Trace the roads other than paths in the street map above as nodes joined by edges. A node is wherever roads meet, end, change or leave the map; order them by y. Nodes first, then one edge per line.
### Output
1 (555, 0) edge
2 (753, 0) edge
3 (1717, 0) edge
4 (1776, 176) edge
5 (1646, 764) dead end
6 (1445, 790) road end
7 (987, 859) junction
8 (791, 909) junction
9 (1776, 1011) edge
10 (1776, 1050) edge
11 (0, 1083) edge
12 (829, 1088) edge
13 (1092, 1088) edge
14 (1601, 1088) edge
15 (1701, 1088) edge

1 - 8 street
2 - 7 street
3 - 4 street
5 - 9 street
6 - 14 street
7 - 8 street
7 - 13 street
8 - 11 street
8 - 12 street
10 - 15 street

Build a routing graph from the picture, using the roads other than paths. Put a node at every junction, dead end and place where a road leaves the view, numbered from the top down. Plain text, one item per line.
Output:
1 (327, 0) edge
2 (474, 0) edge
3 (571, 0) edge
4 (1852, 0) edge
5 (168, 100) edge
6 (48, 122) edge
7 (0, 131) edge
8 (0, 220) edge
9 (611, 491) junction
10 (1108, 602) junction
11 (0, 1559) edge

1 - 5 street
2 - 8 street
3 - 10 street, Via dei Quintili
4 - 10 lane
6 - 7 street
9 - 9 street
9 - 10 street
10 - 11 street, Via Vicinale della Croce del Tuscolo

Exercise details :: When you answer, set down the entries above precisely as they read.

Result ::
Trace the roads other than paths in the street map above as nodes joined by edges. A node is wherever roads meet, end, change or leave the map; order them by y. Nodes first, then one edge per line.
### Output
1 (555, 0) edge
2 (753, 0) edge
3 (1717, 0) edge
4 (1776, 176) edge
5 (1646, 764) dead end
6 (1445, 790) road end
7 (987, 859) junction
8 (791, 909) junction
9 (1776, 1011) edge
10 (1776, 1050) edge
11 (0, 1083) edge
12 (829, 1088) edge
13 (1092, 1088) edge
14 (1601, 1088) edge
15 (1701, 1088) edge

1 - 8 street
2 - 7 street
3 - 4 street
5 - 9 street
6 - 14 street
7 - 8 street
7 - 13 street
8 - 11 street
8 - 12 street
10 - 15 street

Build a routing graph from the picture, using the roads other than paths. Put a node at every junction, dead end and place where a road leaves the view, numbered from the top down. Plain text, one item per line.
Output:
1 (327, 0) edge
2 (474, 0) edge
3 (571, 0) edge
4 (1852, 0) edge
5 (168, 100) edge
6 (48, 122) edge
7 (0, 131) edge
8 (0, 220) edge
9 (611, 491) junction
10 (1108, 602) junction
11 (0, 1559) edge

1 - 5 street
2 - 8 street
3 - 10 street, Via dei Quintili
4 - 10 lane
6 - 7 street
9 - 9 street
9 - 10 street
10 - 11 street, Via Vicinale della Croce del Tuscolo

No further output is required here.